Chapitre 17 : Fin à choix multiples.
À quelques mois de passer le brevet des collèges, je me retrouvai déscolarisé. Ne croyez pas qu'il s'agisse d'une décision de l'établissement ou d'une tierce personne, je suis le seul à blâmer. Je ne me rappelle pas des jours qui ont suivi mon dernier passage au collège. Mes souvenirs sont noyés dans un brouillard d'engueulade entre mes parents et de reproches venant de mon père. Peut-être qu'au lieu d'enfoncer le clou il aurait pu prendre le temps de s'intéresser au pourquoi de mon mal-être, mais son éducation ne lui permettait pas d'atteindre un niveau d'empathie suffisant pour voir la souffrance de son propre fils. Mon grand-père n'avait apparemment jamais eu un geste tendre pour lui, pas étonnant qu'il se comporte de la même façon. Je ne lui en veux pas de ne pas avoir compris, je lui en veux de ne pas avoir essayé.
Cette altercation avec Nicolas et ses sbires fut le déclic qui me poussa dans une forme de dépression, sans que je m'en rende vraiment compte. J'avais un mal fou à me lever le matin, à manger, à dormir, même prendre une douche était une tache compliquée. Je fondai en larme pour un rien et l'évocation d'un retour potentiel en cours me vrillait l'estomac au point d'en vomir.
Ma mère était désemparée, partagée entre mon besoin d'éducation et mon bien-être. Quinze ans est un jeune âge pour quitter le système scolaire. Malgré mon absence aux examens de fin de troisième, les portes d'une seconde technique m'étaient ouvertes et je la rassurai en promettant d'y penser d'ici la rentrée. Moi qui ambitionnais de devenir médecin...
Je n'ai reçu aucun soutien de la part de mes copains de l'époque. Pour eux, même si je me faisais harceler, j'aurais dû finir mes études. Il leur était inconcevable que je trouve un jour un emploi sans avoir obtenu de diplôme. L'ironie du sort veut que malgré de longues études, aucun d'entre eux n'est parvenu à trouver dans la branche qu'il avait étudiée, là où j'ai toujours travaillé depuis mes dix-huit ans. Leur manque de compréhension à mon égard me pesait. Je n'avais absolument plus personne vers qui me tourner, à qui parler.
Je me souviens d'une discussion que j'avais eue avec ma nouvelle psychologue. Contrairement à la précédente, elle avait la soixantaine et une vision des choses très rétrograde, à la limite du réactionnaire. Lorsqu'elle m'a demandé ce que je comptais faire maintenant que je n'allais plus à l'école, je lui ai répondu que je n'en avais aucune idée. Je lui ai dit que je rêvais d'être pianiste, ou médecin, de faire un métier qui apporte du bonheur aux gens. Ce à quoi elle a répondu en secouant la tête.

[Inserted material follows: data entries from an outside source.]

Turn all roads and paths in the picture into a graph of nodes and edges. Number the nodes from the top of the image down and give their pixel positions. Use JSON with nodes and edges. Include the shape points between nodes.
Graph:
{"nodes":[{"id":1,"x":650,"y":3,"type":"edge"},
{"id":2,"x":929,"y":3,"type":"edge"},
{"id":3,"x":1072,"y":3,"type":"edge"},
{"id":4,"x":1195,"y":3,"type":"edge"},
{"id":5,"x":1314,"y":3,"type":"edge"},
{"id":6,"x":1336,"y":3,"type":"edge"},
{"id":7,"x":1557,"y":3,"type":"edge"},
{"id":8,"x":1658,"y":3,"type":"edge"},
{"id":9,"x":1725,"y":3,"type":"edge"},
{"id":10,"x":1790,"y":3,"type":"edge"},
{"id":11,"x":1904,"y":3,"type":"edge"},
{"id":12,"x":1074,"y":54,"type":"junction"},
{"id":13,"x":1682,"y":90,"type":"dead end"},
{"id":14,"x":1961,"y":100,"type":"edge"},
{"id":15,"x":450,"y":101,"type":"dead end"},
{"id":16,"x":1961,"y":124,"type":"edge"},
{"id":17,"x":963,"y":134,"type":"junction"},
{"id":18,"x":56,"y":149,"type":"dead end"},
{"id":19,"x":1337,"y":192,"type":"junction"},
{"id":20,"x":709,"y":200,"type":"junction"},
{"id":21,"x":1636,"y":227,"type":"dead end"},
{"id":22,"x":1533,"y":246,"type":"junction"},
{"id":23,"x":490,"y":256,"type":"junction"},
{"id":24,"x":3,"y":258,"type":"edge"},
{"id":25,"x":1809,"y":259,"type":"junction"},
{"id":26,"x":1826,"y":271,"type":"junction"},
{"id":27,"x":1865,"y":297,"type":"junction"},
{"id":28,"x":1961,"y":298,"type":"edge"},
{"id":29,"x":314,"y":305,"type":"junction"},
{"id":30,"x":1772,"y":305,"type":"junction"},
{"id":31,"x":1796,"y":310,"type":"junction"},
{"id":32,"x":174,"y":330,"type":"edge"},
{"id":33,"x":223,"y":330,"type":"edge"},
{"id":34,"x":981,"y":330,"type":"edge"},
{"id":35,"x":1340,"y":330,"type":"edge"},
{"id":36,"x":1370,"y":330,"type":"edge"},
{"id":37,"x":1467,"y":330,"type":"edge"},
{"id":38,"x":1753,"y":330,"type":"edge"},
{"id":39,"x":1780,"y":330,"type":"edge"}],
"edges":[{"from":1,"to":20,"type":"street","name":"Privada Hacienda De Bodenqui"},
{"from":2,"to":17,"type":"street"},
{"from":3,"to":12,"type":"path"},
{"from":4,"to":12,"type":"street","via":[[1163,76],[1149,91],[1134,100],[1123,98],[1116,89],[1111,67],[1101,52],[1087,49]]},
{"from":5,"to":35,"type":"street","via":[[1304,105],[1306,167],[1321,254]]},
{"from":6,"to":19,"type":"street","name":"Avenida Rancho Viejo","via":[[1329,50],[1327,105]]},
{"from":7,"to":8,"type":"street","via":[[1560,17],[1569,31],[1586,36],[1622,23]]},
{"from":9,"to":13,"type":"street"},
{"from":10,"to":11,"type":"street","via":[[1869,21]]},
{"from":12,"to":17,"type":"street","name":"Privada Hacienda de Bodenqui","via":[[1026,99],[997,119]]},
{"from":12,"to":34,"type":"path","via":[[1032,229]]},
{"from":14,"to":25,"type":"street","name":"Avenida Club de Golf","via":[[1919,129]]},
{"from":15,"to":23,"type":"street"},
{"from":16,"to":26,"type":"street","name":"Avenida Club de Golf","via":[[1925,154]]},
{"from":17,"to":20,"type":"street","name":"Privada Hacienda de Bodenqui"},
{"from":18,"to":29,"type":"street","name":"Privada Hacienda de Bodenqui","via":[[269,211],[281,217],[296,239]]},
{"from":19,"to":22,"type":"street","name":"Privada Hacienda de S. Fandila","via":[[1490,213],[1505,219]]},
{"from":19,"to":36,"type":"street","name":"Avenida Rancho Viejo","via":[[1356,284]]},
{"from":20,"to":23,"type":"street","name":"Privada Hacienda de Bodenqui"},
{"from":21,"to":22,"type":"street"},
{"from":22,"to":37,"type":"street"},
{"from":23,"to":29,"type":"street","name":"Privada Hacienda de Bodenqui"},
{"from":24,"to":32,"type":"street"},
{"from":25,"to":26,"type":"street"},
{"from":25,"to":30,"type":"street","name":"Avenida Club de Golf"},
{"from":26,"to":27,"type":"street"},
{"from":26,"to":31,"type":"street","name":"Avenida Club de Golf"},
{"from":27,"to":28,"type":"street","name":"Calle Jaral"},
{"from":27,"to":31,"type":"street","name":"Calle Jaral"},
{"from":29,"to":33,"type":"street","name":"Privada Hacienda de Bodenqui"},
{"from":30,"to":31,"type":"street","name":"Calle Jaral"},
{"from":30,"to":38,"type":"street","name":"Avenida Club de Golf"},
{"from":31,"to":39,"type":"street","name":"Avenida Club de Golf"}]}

— Est-ce que tu sais jouer du piano ?
— Je n'ai jamais appris, mais j'en joue un peu...
— Autant dire que non. Et est-ce que tu sais soigner les gens ?
— Non, mais je peux apprendre.
Elle esquissa un rire en retirant ses lunettes.
— Il faudrait que tu ailles à l'école pour ça. Le problème des jeunes d'aujourd'hui, c'est qu'ils pensent que tout leur tombera dans les mains, qu'un métier en or leur sera proposé comme par magie. Mais des rêveurs comme toi, il y en a des dizaines qui passent ici chaque semaine. Si tu voulais faire quelque chose de ta vie, tu aurais dû finir tes études. Rester à la maison devant la télé ne t'apportera rien.
Comment pouvait-elle, en tant que thérapeute accomplie et étant donné qu'elle avait forcément eu accès à mon dossier psychiatrique, manquer de tact à ce point ? Elle connaissait mes secrets, mes peurs, mes angoisses, mon passé. Espérait-elle une réaction de ma part ? Que je lui dise qu'elle avait raison pour que mes problèmes s'évaporent comme par magie ? L'imbécilité de certaines personnes n'avait pas fini de me désespérer.
J'ai insisté auprès de ma mère pour que ce soit notre seul entrevu et elle ne me posa aucune question. Même si la situation lui pesait, elle est toujours restée compréhensive et a fait de son mieux pour ne pas me brusquer. L'instinct maternel, probablement.